Whether using a pre-made bag system or materials from your kitchen, the basic principles of making ice water hash are the same. There are slight contributions by technique, patience and proficiency, but what primarily determines the quality of the hash you produce is the calibre of the plant material used and the quality and size of the micron filter mesh employed in your set of filtration bags. 


Ice water Hash: The basics

Ice water Hash: The basics

Ice water hashish, also known as bubble hash or full melt hash are terms used to describe resin that has been collected from the cannabis plant using ice-water and gentle agitation. The agitation in this medium releases the resin glands from their bond form on the plant and allows resin collectors to separate and collect this resin into a concentrated form, expressing the full spectrum of the material processed. 

Ice-water hash production is a highly valued methodology for making cannabis concentrates and is employed all over the world. Its name comes from the ice-cold water used to extract cannabis resin from the leaf surfaces of the trim, leaf, and the buds of the cannabis plant. On a fundamental level the process works because the cannabinoids contained within these resin glands are not water soluble, allowing them to retain their shape and not degrade in the presence of water and ice.  

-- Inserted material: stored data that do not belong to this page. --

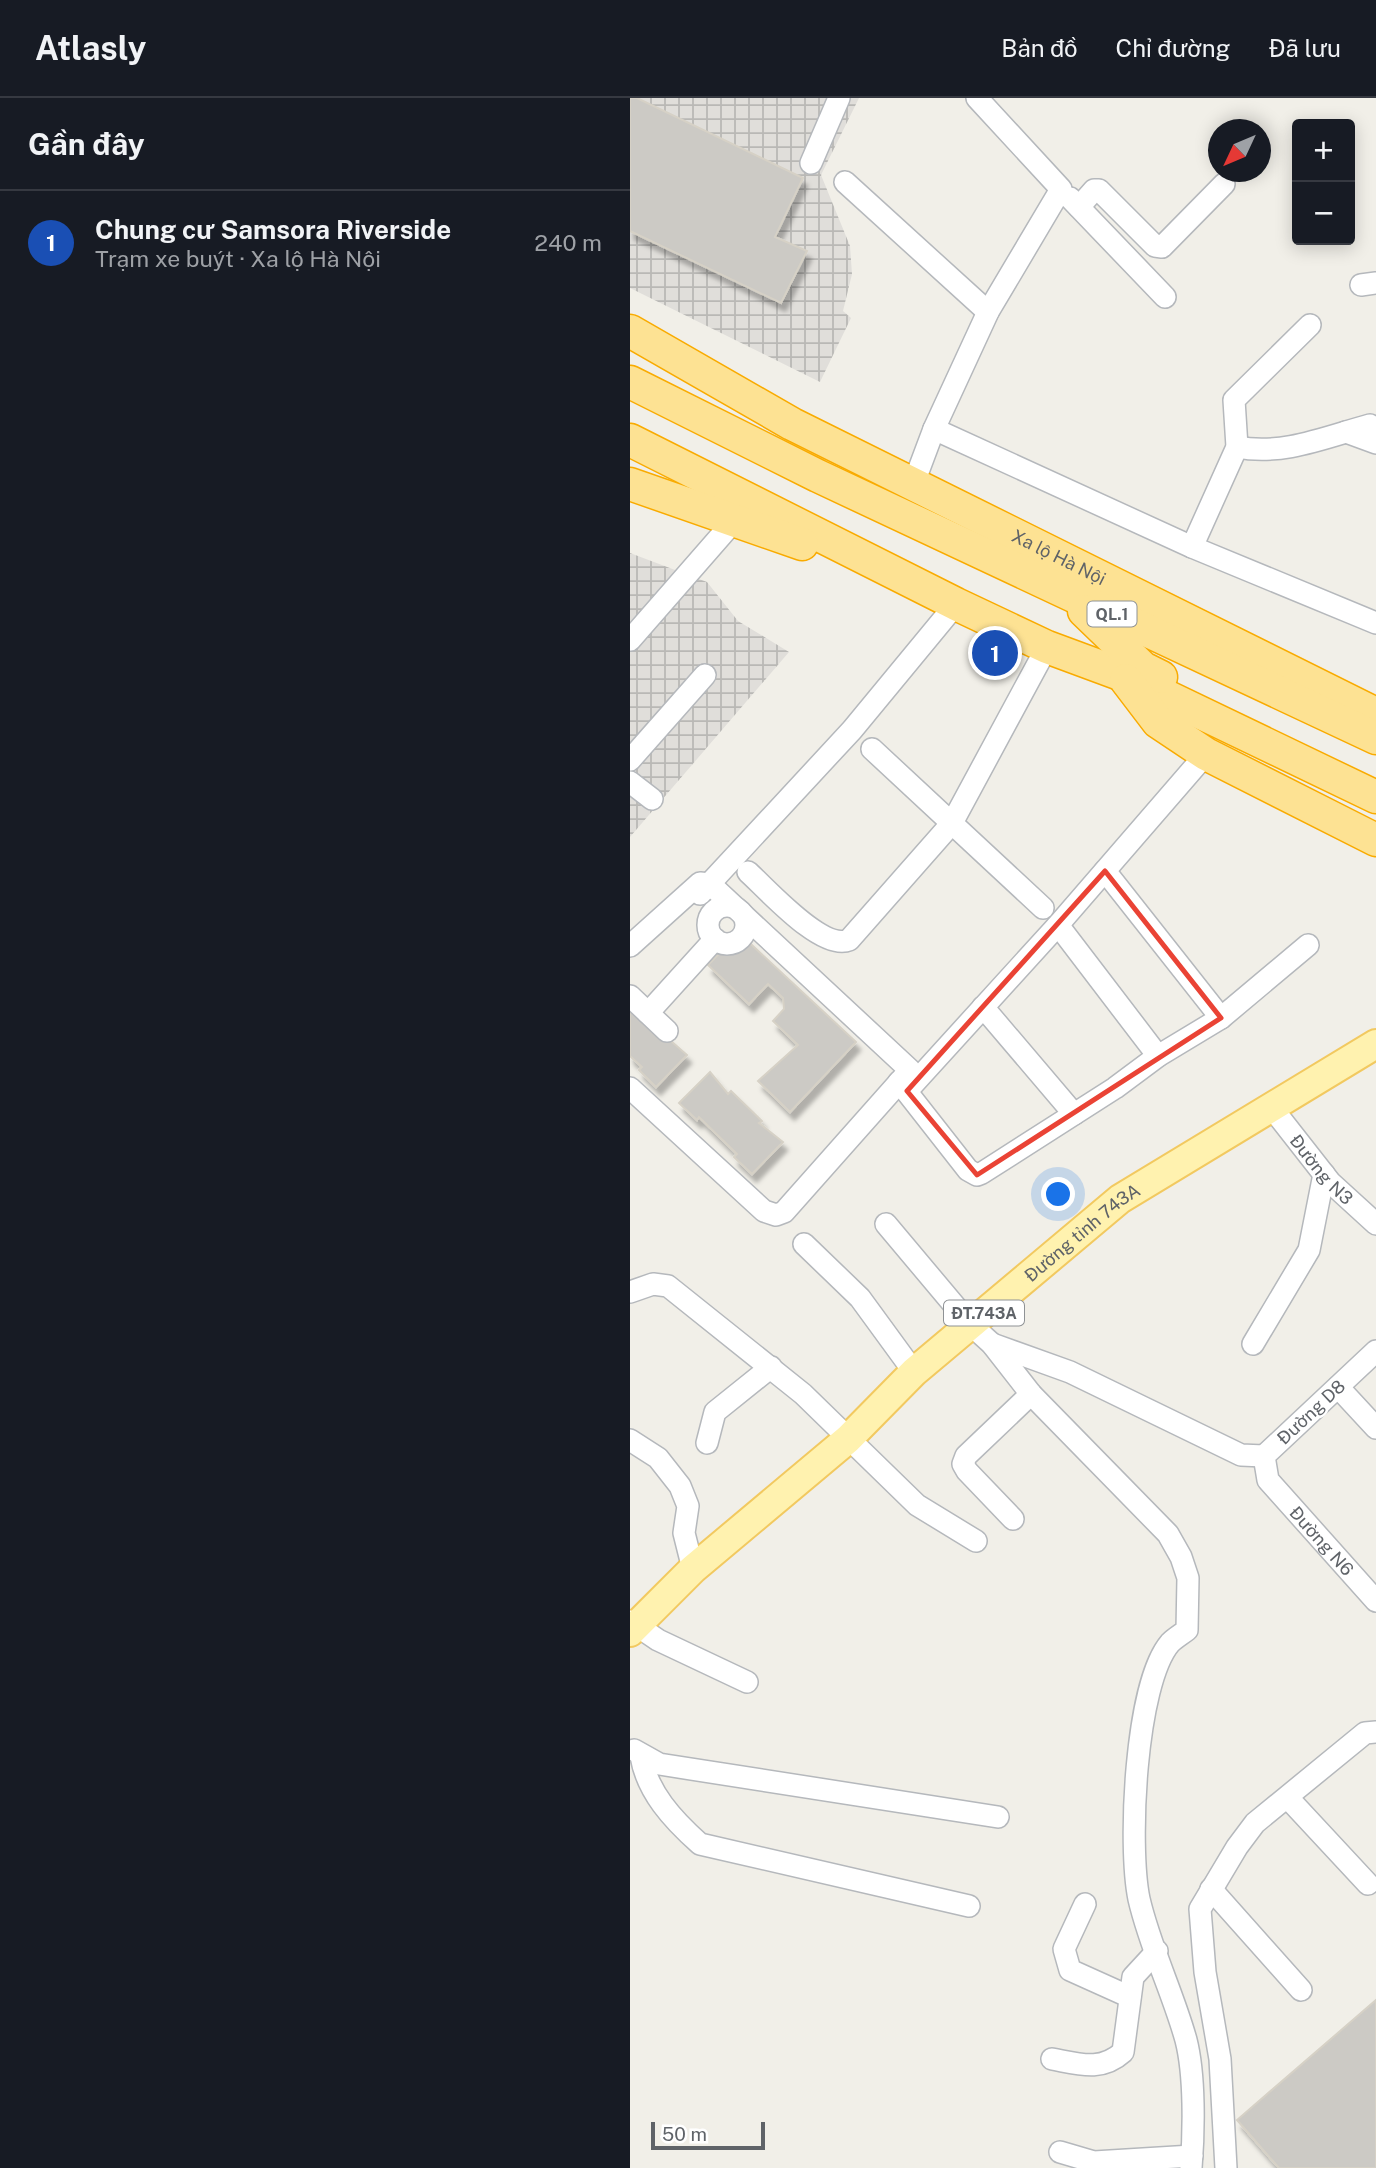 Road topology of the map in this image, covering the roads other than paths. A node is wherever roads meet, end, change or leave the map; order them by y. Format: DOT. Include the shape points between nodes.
graph roads {
  1 [pos="839,98"];
  2 [pos="989,102"];
  3 [pos="811,163"];
  4 [pos="845,182"];
  5 [pos="1224,184"];
  6 [pos="1061,189"];
  7 [pos="1079,207"];
  8 [pos="1164,297"];
  9 [pos="988,312"];
  10 [pos="1310,325"];
  11 [pos="630,331"];
  12 [pos="630,382"];
  13 [pos="934,429"];
  14 [pos="1373,434"];
  15 [pos="630,440"];
  16 [pos="1237,447"];
  17 [pos="630,484"];
  18 [pos="913,485"];
  19 [pos="849,491"];
  20 [pos="733,522"];
  21 [pos="949,538"];
  22 [pos="1192,547"];
  23 [pos="878,565"];
  24 [pos="1066,593"];
  25 [pos="956,604"];
  26 [pos="1376,623"];
  27 [pos="630,640"];
  28 [pos="1047,647"];
  29 [pos="1121,674"];
  30 [pos="705,675"];
  31 [pos="1376,714"];
  32 [pos="1376,738"];
  33 [pos="873,749"];
  34 [pos="1206,754"];
  35 [pos="1296,758"];
  36 [pos="630,760"];
  37 [pos="630,782"];
  38 [pos="1376,782"];
  39 [pos="1376,797"];
  40 [pos="652,799"];
  41 [pos="1376,813"];
  42 [pos="952,823"];
  43 [pos="1376,840"];
  44 [pos="1105,871"];
  45 [pos="748,872"];
  46 [pos="710,884"];
  47 [pos="1043,908"];
  48 [pos="741,912"];
  49 [pos="1058,925"];
  50 [pos="1308,945"];
  51 [pos="630,946"];
  52 [pos="630,962"];
  53 [pos="630,996"];
  54 [pos="984,1007"];
  55 [pos="648,1013"];
  56 [pos="1222,1018"];
  57 [pos="667,1031"];
  58 [pos="1376,1044"];
  59 [pos="1158,1056"];
  60 [pos="903,1087"];
  61 [pos="630,1088"];
  62 [pos="1272,1108"];
  63 [pos="1074,1114"];
  64 [pos="1324,1174"];
  65 [pos="886,1224"];
  66 [pos="1376,1224"];
  67 [pos="803,1244"];
  68 [pos="630,1292"];
  69 [pos="970,1324"];
  70 [pos="992,1343"];
  71 [pos="1253,1344"];
  72 [pos="1376,1352"];
  73 [pos="771,1367"];
  74 [pos="914,1372"];
  75 [pos="1338,1387"];
  76 [pos="1031,1394"];
  77 [pos="1376,1428"];
  78 [pos="848,1439"];
  79 [pos="630,1440"];
  80 [pos="707,1443"];
  81 [pos="1264,1456"];
  82 [pos="1268,1480"];
  83 [pos="1013,1519"];
  84 [pos="976,1541"];
  85 [pos="693,1569"];
  86 [pos="1376,1601"];
  87 [pos="632,1626"];
  88 [pos="747,1682"];
  89 [pos="1376,1732"];
  90 [pos="636,1751"];
  91 [pos="1288,1798"];
  92 [pos="998,1817"];
  93 [pos="1368,1884"];
  94 [pos="1210,1889"];
  95 [pos="1085,1903"];
  96 [pos="968,1906"];
  97 [pos="1157,1951"];
  98 [pos="1301,1990"];
  99 [pos="1130,1997"];
  100 [pos="1052,2059"];
  101 [pos="1060,2152"];
  102 [pos="1191,2162"];
  103 [pos="1226,2168"];
  1 -- 3 [label="street"];
  2 -- 6 [label="street"];
  4 -- 9 [label="street"];
  5 -- 7 [label="street" via="1162,247 1155,246 1100,190 1094,190"];
  6 -- 7 [label="street"];
  6 -- 9 [label="street"];
  7 -- 8 [label="street"];
  9 -- 13 [label="street"];
  10 -- 16 [label="street" via="1234,400"];
  11 -- 18 [label="highway, Xa lộ Hà Nội" via="792,424"];
  12 -- 19 [label="highway, Xa lộ Hà Nội / QL.1"];
  13 -- 18 [label="street"];
  13 -- 22 [label="street"];
  14 -- 16 [label="street" via="1346,432 1261,452"];
  15 -- 23 [label="highway, QL.1"];
  16 -- 22 [label="street"];
  17 -- 20 [label="highway"];
  18 -- 19 [label="highway"];
  18 -- 21 [label="highway"];
  18 -- 31 [label="highway, Xa lộ Hà Nội / QL.1"];
  19 -- 21 [label="highway, Xa lộ Hà Nội / QL.1"];
  20 -- 23 [label="highway"];
  20 -- 27 [label="street"];
  21 -- 24 [label="highway, Xa lộ Hà Nội / QL.1"];
  22 -- 26 [label="street"];
  23 -- 25 [label="highway, QL.1"];
  24 -- 32 [label="highway, Xa lộ Hà Nội / QL.1"];
  24 -- 35 [label="highway, Xa lộ Hà Nội / QL.1" via="1143,668"];
  25 -- 28 [label="highway, QL.1"];
  25 -- 46 [label="street" via="852,730"];
  28 -- 29 [label="highway, QL.1"];
  28 -- 42 [label="street"];
  29 -- 34 [label="highway" via="1158,722"];
  29 -- 35 [label="highway, QL.1"];
  30 -- 36 [label="street"];
  33 -- 42 [label="street"];
  34 -- 43 [label="highway"];
  34 -- 44 [label="street"];
  35 -- 38 [label="highway, QL.1"];
  35 -- 39 [label="highway, QL.1"];
  35 -- 41 [label="highway, QL.1"];
  37 -- 40 [label="street"];
  42 -- 45 [label="street" via="841,944 821,937"];
  42 -- 47 [label="street"];
  44 -- 49 [label="street"];
  44 -- 56 [label="street"];
  46 -- 48 [label="street"];
  46 -- 51 [label="street" via="700,883"];
  46 -- 52 [label="street"];
  48 -- 55 [label="street" via="745,930 738,940 726,944 715,939"];
  48 -- 60 [label="street" via="910,1070"];
  49 -- 54 [label="street"];
  49 -- 59 [label="street"];
  50 -- 56 [label="street"];
  53 -- 55 [label="street"];
  54 -- 60 [label="street"];
  54 -- 63 [label="street"];
  55 -- 57 [label="street"];
  56 -- 59 [label="street"];
  58 -- 62 [label="main road, Đường tỉnh 743A / ĐT.743A"];
  59 -- 63 [label="street"];
  60 -- 61 [label="street" via="784,1212 776,1215 764,1211"];
  60 -- 63 [label="street" via="968,1170 977,1175"];
  62 -- 64 [label="street, Đường N3"];
  62 -- 69 [label="main road, Đường tỉnh 743A / ĐT.743A" via="1119,1199"];
  64 -- 66 [label="street, Đường N3"];
  64 -- 71 [label="street" via="1309,1250"];
  65 -- 69 [label="street"];
  67 -- 74 [label="street" via="860,1298"];
  68 -- 73 [label="street" via="653,1284 668,1286"];
  69 -- 70 [label="street"];
  69 -- 74 [label="main road, Đường tỉnh 743A / ĐT.743A"];
  70 -- 76 [label="street"];
  70 -- 81 [label="street" via="1070,1372 1241,1455"];
  72 -- 75 [label="street, Đường D8"];
  73 -- 78 [label="street"];
  73 -- 80 [label="street" via="715,1412"];
  74 -- 78 [label="main road, Đường tỉnh 743A / ĐT.743A"];
  75 -- 77 [label="street"];
  75 -- 81 [label="street, Đường D8"];
  76 -- 83 [label="street" via="963,1464"];
  76 -- 97 [label="street" via="1168,1534 1188,1578 1187,1630 1169,1644 1151,1685 1136,1775 1133,1840 1138,1887"];
  78 -- 84 [label="street" via="918,1505"];
  78 -- 85 [label="main road, Đường tỉnh 743A / ĐT.743A"];
  79 -- 85 [label="street" via="658,1458 680,1486 688,1506 684,1533"];
  81 -- 82 [label="street, Đường D8"];
  82 -- 86 [label="street, Đường N6"];
  85 -- 87 [label="main road, Đường tỉnh 743A / ĐT.743A"];
  87 -- 88 [label="street"];
  89 -- 91 [label="street" via="1365,1732"];
  90 -- 92 [label="street" via="659,1764"];
  90 -- 96 [label="street" via="661,1802 700,1844"];
  91 -- 93 [label="street"];
  91 -- 94 [label="street" via="1255,1823"];
  94 -- 98 [label="street"];
  94 -- 103 [label="street" via="1200,1909 1220,2059"];
  95 -- 99 [label="street" via="1064,1949 1070,1970"];
  97 -- 99 [label="street" via="1133,1977"];
  97 -- 102 [label="street" via="1186,2041 1192,2082"];
  99 -- 100 [label="street" via="1123,2052 1111,2063 1095,2067"];
  101 -- 102 [label="street" via="1094,2162"];
}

Ice-water hash is either retained as loose heads after the extraction process, which resembles a sandy or granular texture, or the grains are pressed into traditional hashish. High-quality (4* – 5*) granular hash can easily be pressed into traditional hashish using nothing more than the heat from the palm of one’s hand and some light, brisk friction, applied using the thumb of the other hand.  Whereas lower quality hashish (1*-3*) may not readily melt into a mass through the application of heat and pressure. Loose or pressed, ice-water hashish still captivates even the most experienced consumers due to the unique and full-spectrum experience of this potent natural product.

Ice-water hash can be made in small or large quantities, allowing for a wide range of quality, texture and experience. Pre-made extraction systems can be purchased to simplify the process as the leg work of sourcing and manufacturing sifting equipment can be challenging. It is also possible to make ice water hash using tools around the house but with inexpensive kits available the savings are often negligible. 

Pre-made extraction systems offer increased precision and efficiency during the ice water hash production process which is becoming more and more attractive as the market move towards precision isolation of resin based on gland size and ultimately ripeness. The availability of pre-made systems has contributed significantly to a surge in the popularity of ice water hash around the world.

It’s also near to impossible to seriously injure yourself or anyone else making ice water hash, because the process doesn’t involve any flammable chemicals or potentially explosive machinery which makes this technique a safe and viable means of extracting resin in one’s home. This allows more and more people to engage with the production of hashish and to increase their understanding of the plant and its sticky resin that we all know and love so much.